The first person to greet Edwards with a big hug when she arrived was the man who would eventually prove to be her half-brother. The two talk or text every day now, and family members said he’s thrilled to have a sibling after being an only child. He did not return multiple requests to be interviewed for this story and did not appear at the gathering at the site this month.

Back at the family barbecue in July, Edwards said she felt warmly welcomed but still found herself so nervous that the water in her glass almost spilled out because her hands were shaking so much. Eventually, she was able to compose herself and the family presented her with gifts, including balloons and a desk lamp.

“We just want to love on her and welcome her and show her that we’re not going to give up and throw her away. I wish we could turn back the clock where this would have never went that way,” Geraldine Ward said. “I’m just glad she lived to tell her story. God kept her here for a reason. It was to tell her story. That’s why it’s coming out now.”

Angelle Richardson, a family therapist and assistant professor of community and trauma counseling at Thomas Jefferson University who specializes in adoption and was adopted herself, said the warm and loving reception Edwards has received from her birth family is “wonderful.”

“There’s this narrative that adoptees tell themselves around why was I given away or abandoned, so when the birth family is so welcoming, it really helps counteract whatever that narrative is,” Richardson said. “It counteracts all those things for 53 years that she may have been telling herself about what the reasons were why she couldn’t be with them.”

A month later, when DNA tests results confirmed Edwards’ relationship to the family, “It was like a sigh of relief,” she said.

“I just started screaming ‘Oh my God!’ I texted Shelly right away. I said ‘COUSIN’ with ten exclamation points,” Edwards said. “Then, it hit me. This is really happening. And I was dumbfounded.”

Ward-Moore said she hasn’t been this excited about anything since she was a little kid running downstairs to the tree on Christmas morning.

“I immediately called everybody and I said ‘DNA is back! DNA is back! It’s official,’” she said. “It just feels like this was meant to happen. It’s amazing to me. It’s an amazing time in my life. And I’m excited every day whenever I think about Cheryl.”

As for Edwards, the void of emptiness and loss she felt when this year started that compelled her to enter grief therapy is quickly being replenished with love.

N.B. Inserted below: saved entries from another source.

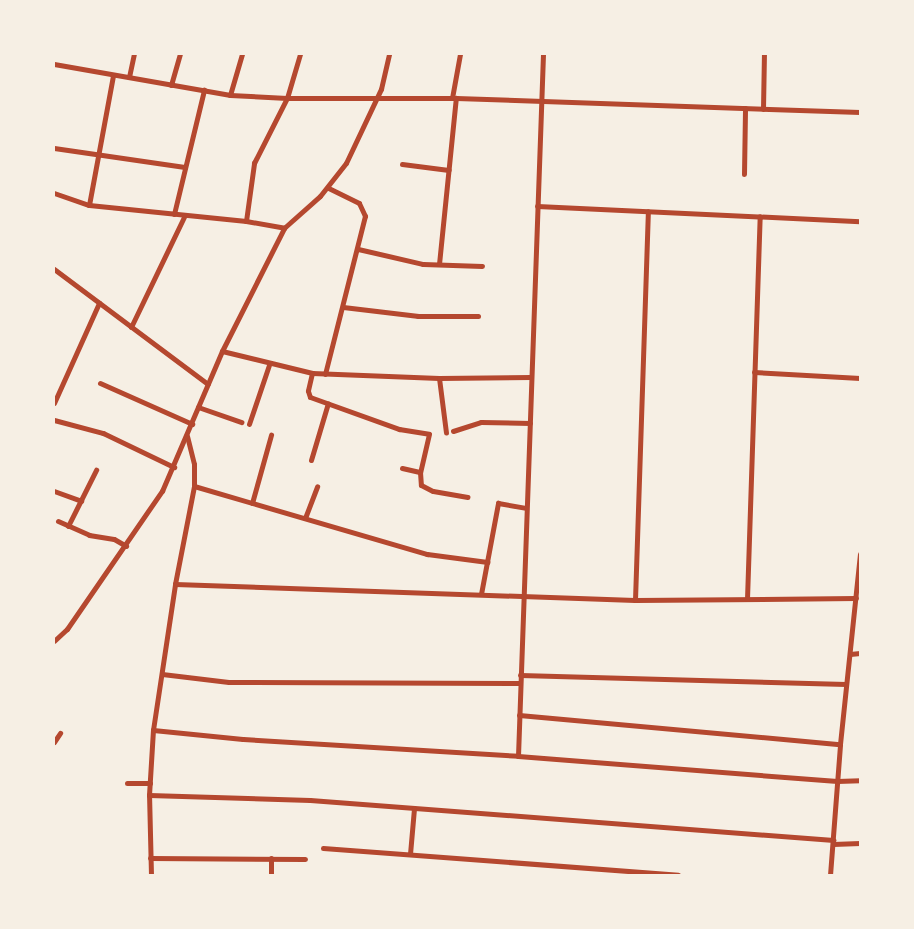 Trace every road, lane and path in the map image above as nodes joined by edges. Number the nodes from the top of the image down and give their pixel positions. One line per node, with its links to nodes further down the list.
1 (134, 54): 11 (street)
2 (180, 54): 12 (street)
3 (242, 54): 14 (street)
4 (300, 54): 15 (street)
5 (389, 54): 16 (street)
6 (460, 54): 17 (street)
7 (543, 54): 18 (street)
8 (764, 54): 20 (street)
9 (54, 64): 10 (street)
10 (113, 75): 11 (street); 23 (street)
11 (129, 77): 12 (street)
12 (171, 85): 13 (street)
13 (204, 90): 14 (street); 25 (street)
14 (230, 95): 15 (street)
15 (287, 98): 16 (street); 36 (street)
16 (376, 98): 17 (street); 28 (street)
17 (454, 98): 18 (street); 26 (street)
18 (541, 101): 19 (street); 31 (street)
19 (745, 108): 20 (street); 27 (street)
20 (763, 109): 21 (street)
21 (860, 112)
22 (54, 148): 23 (street)
23 (98, 155): 25 (street); 30 (street)
24 (402, 164): 26 (street)
25 (185, 167): 33 (street)
26 (449, 170): 40 (street)
27 (744, 174)
28 (328, 188): 38 (street); 39 (street)
29 (54, 193): 30 (street)
30 (89, 205): 33 (street)
31 (537, 206): 32 (street); 52 (street)
32 (648, 211): 35 (street); 93 (street)
33 (174, 214): 34 (street)
34 (185, 215): 36 (street); 46 (street)
35 (760, 216): 37 (street); 49 (street)
36 (246, 221): 38 (street)
37 (860, 221)
38 (284, 228): 47 (street)
39 (358, 249): 40 (street); 44 (street)
40 (439, 264): 41 (street)
41 (482, 266)
42 (54, 269): 43 (street)
43 (99, 303): 46 (street); 57 (street)
44 (343, 308): 45 (street); 51 (street)
45 (478, 316)
46 (131, 327): 56 (street)
47 (222, 351): 48 (street); 56 (street)
48 (269, 365): 50 (street); 64 (street)
49 (754, 372): 54 (street); 92 (street)
50 (312, 374): 51 (street); 58 (street)
51 (325, 374): 53 (street)
52 (531, 377): 53 (street); 62 (street)
53 (439, 378): 66 (street)
54 (860, 378)
55 (100, 383): 63 (street)
56 (208, 384): 59 (street)
57 (54, 403)
58 (328, 403): 69 (street); 73 (street)
59 (198, 407): 61 (street); 63 (street)
60 (54, 420): 70 (street)
61 (241, 422)
62 (530, 423): 65 (street); 80 (street)
63 (192, 424): 68 (street)
64 (249, 424)
65 (453, 431)
66 (446, 433)
67 (271, 435): 79 (street)
68 (187, 436): 70 (street); 74 (street)
69 (311, 460)
70 (174, 467): 84 (street)
71 (402, 468): 73 (street)
72 (96, 470): 78 (street)
73 (420, 472): 77 (street)
74 (194, 486): 79 (street); 88 (street)
75 (317, 486): 81 (street)
76 (54, 491): 78 (street)
77 (467, 497)
78 (81, 501): 83 (street)
79 (252, 502): 81 (street)
80 (526, 508): 86 (street); 90 (street)
81 (305, 518): 86 (street)
82 (58, 522): 83 (street)
83 (68, 526): 84 (street)
84 (126, 546): 94 (street)
85 (860, 554): 87 (street)
86 (487, 562): 89 (street)
87 (859, 570): 91 (street)
88 (175, 584): 89 (street); 97 (street)
89 (481, 594): 90 (street)
90 (523, 596): 93 (street); 98 (street)
91 (856, 598): 92 (street); 96 (street)
92 (747, 599): 93 (street)
93 (635, 600)
94 (54, 641)
95 (860, 653): 96 (street)
96 (850, 654): 100 (street)
97 (162, 674): 99 (street); 102 (street)
98 (520, 675): 99 (street); 100 (street)
99 (520, 683): 101 (street)
100 (846, 684): 105 (street)
101 (519, 715): 105 (street); 106 (street)
102 (153, 730): 106 (street); 110 (street)
103 (60, 732): 104 (street)
104 (54, 742)
105 (840, 744): 108 (street)
106 (518, 756): 108 (street)
107 (860, 780): 108 (street)
108 (837, 781): 113 (street)
109 (127, 783): 110 (street)
110 (150, 783): 111 (street)
111 (150, 795): 112 (street); 117 (street)
112 (414, 808): 113 (street); 116 (street)
113 (833, 842): 114 (street); 123 (street)
114 (860, 843)
115 (323, 848): 116 (street)
116 (410, 854): 122 (street)
117 (150, 858): 118 (street); 120 (street)
118 (271, 858): 119 (street); 121 (street)
119 (305, 859)
120 (151, 875)
121 (271, 875)
122 (678, 875)
123 (830, 875)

“All of this is so big, so huge. I have family all over the place. I’ll never be lonely ever again in my life,” she said. “I just feel like I can take on the world now because there are a whole lot of other people out there to love me and I can love on them.”

‘You can breathe’

While Edwards has received more answers this year than she ever hoped for, many questions still remain. Nobody in the family knows why she was abandoned at birth, or who her biological father may be.

“I never even thought about him, not in a negative way, I just never said ‘OK, now that I found out who the mother is now let me find who the father is,’ ” Edwards said. “Nobody in the family knows.”

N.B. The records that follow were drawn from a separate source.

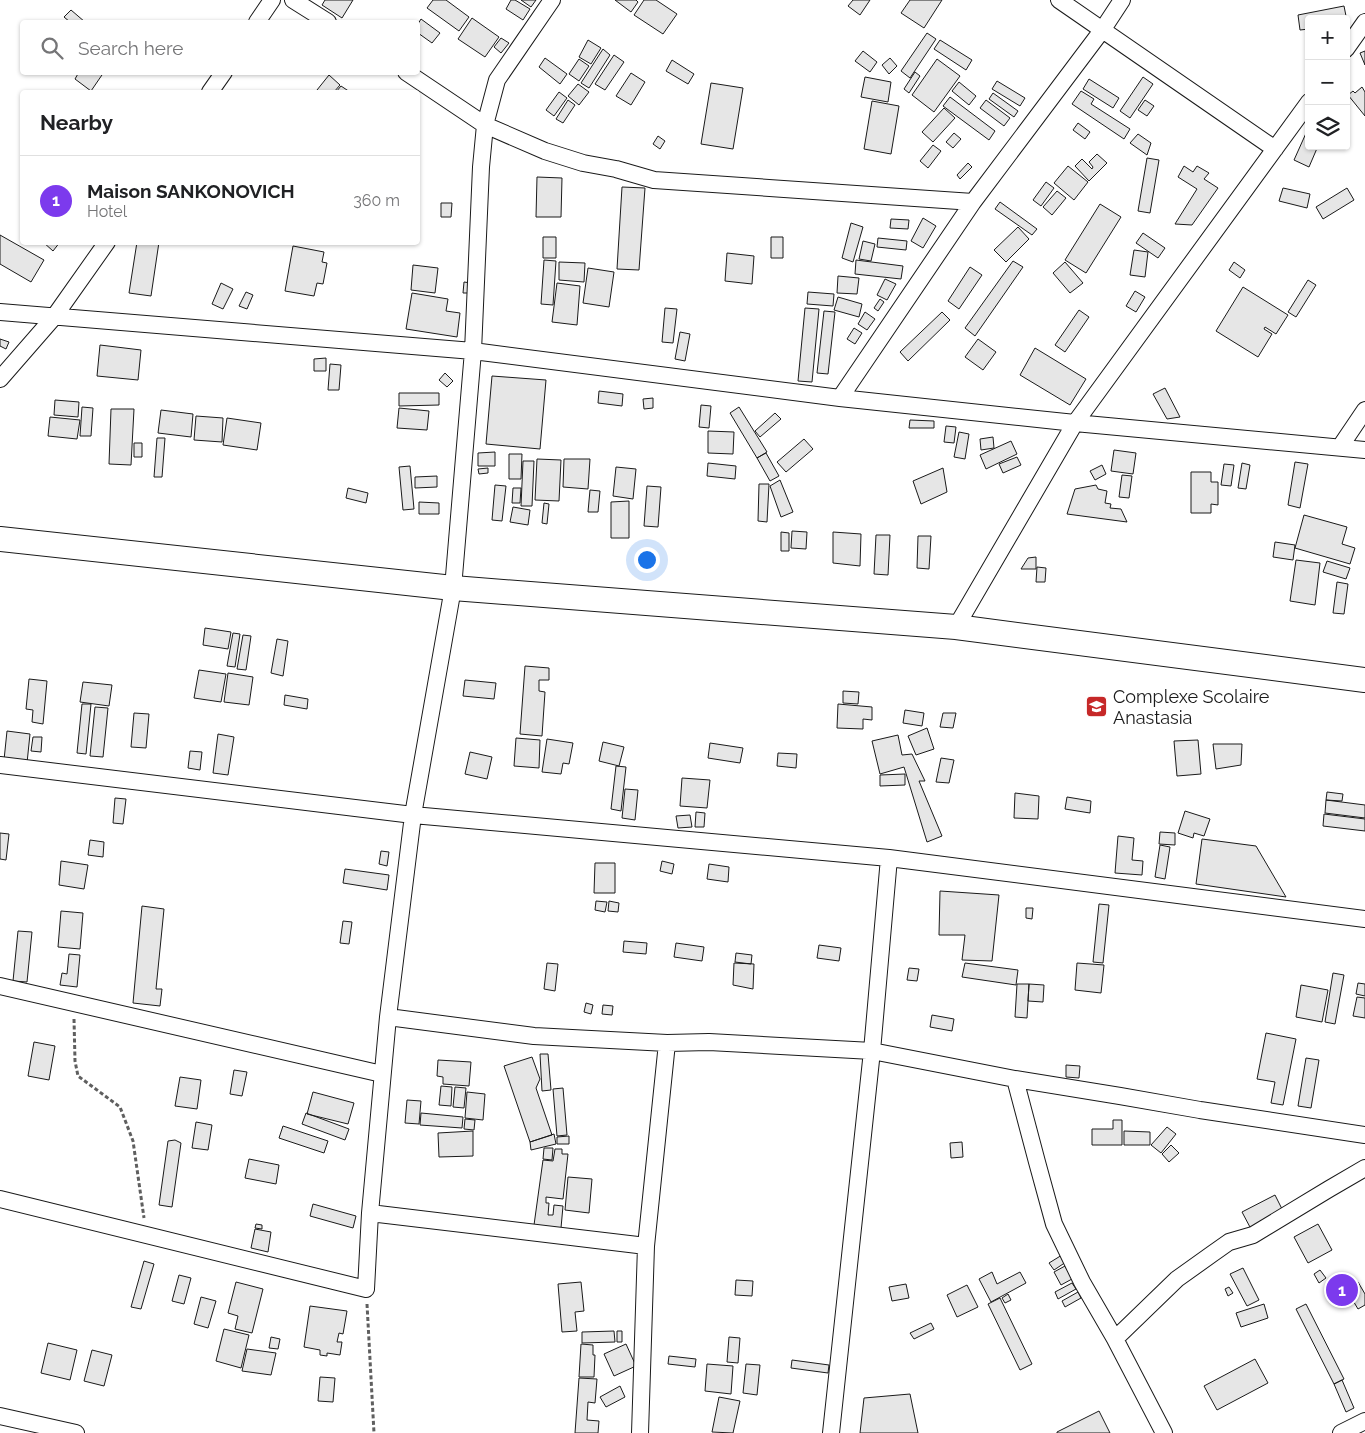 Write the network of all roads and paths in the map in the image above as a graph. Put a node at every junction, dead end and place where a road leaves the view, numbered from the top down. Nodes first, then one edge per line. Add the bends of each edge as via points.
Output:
1 (272, 0) edge
2 (293, 0) edge
3 (552, 0) edge
4 (1059, 0) edge
5 (1122, 0) edge
6 (258, 20) edge
7 (325, 20) edge
8 (1365, 22) edge
9 (1103, 29) junction
10 (1350, 43) edge
11 (222, 75) edge
12 (410, 75) edge
13 (211, 90) edge
14 (1307, 105) edge
15 (485, 125) junction
16 (1276, 149) junction
17 (973, 202) junction
18 (105, 245) edge
19 (0, 312) edge
20 (54, 317) junction
21 (473, 352) junction
22 (0, 380) edge
23 (840, 398) junction
24 (1365, 410) edge
25 (1075, 423) junction
26 (1340, 447) junction
27 (1365, 450) edge
28 (0, 539) edge
29 (453, 588) junction
30 (956, 627) junction
31 (1365, 680) edge
32 (0, 765) edge
33 (413, 815) junction
34 (889, 858) junction
35 (1365, 919) edge
36 (0, 986) edge
37 (74, 1003) junction
38 (388, 1017) junction
39 (667, 1043) junction
40 (872, 1051) junction
41 (382, 1074) junction
42 (1015, 1079) junction
43 (1365, 1135) edge
44 (1365, 1168) edge
45 (0, 1198) edge
46 (370, 1213) junction
47 (146, 1234) junction
48 (646, 1246) junction
49 (366, 1289) junction
50 (1115, 1339) junction
51 (0, 1416) edge
52 (1365, 1421) edge
53 (76, 1433) edge
54 (374, 1433) edge
55 (640, 1433) edge
56 (831, 1433) edge
57 (1164, 1433) edge
58 (1341, 1433) edge

1 - 6 street
2 - 7 street
3 - 15 street via 497,80
4 - 9 street
5 - 9 street
8 - 10 street
9 - 16 street
9 - 17 street
11 - 13 street
12 - 15 street
14 - 16 street
15 - 17 street via 583,164 654,180
15 - 21 street
16 - 25 street
17 - 23 street
18 - 20 street
19 - 20 street
20 - 21 street
20 - 22 street
21 - 23 street
21 - 29 street
23 - 25 street
24 - 26 street
25 - 26 street
25 - 30 street
26 - 27 street
28 - 29 street
29 - 30 street
29 - 33 street
30 - 31 street
32 - 33 street
33 - 34 street
33 - 38 street
34 - 35 street
34 - 40 street
36 - 37 street
37 - 41 street
37 - 47 path via 78,1076 120,1107 134,1141
38 - 39 street via 534,1036
38 - 41 street
39 - 40 street via 709,1042
39 - 48 street
40 - 42 street
40 - 56 street
41 - 46 street
42 - 43 street
42 - 50 street via 1054,1224
44 - 50 street via 1253,1235 1229,1242 1217,1250 1177,1280
45 - 47 street
46 - 48 street
46 - 49 street
47 - 49 street
48 - 55 street
49 - 54 path
50 - 57 street
51 - 53 street
52 - 58 street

Richardson said Edwards’ response isn’t unusual, especially for female adoptees.

“Most adoptees search for mothers rather than fathers. When you think about life events, like giving birth, biological mothers are kind of front and center,” she said. “And sometimes the circumstances don’t lend themselves to knowing or finding out who the biological father was.”

Despite the unknowns, Edwards said she’s happy her birth mother is alive and she hopes she’ll be able to meet her one day. She’d like to read her a letter she wrote her, one her counselor recommended she write before she publicly shared her story or even knew who her mother might be.

The letter begins with: “Dear biological mom,” and closes with “God bless you, until next time. Your daughter, Cheryl Denise Edwards.”

“And I’d like to hug her, just to say, ‘It’s OK, I’m fine. I’ve been fine this entire time. And you can breathe,’ ” Edwards said. “Because I can only imagine what that has been like for her over the years. Although I don’t know the circumstances as to why things occurred like they did, as a mother who had to make a choice, I know it was difficult and painful. It had to be.”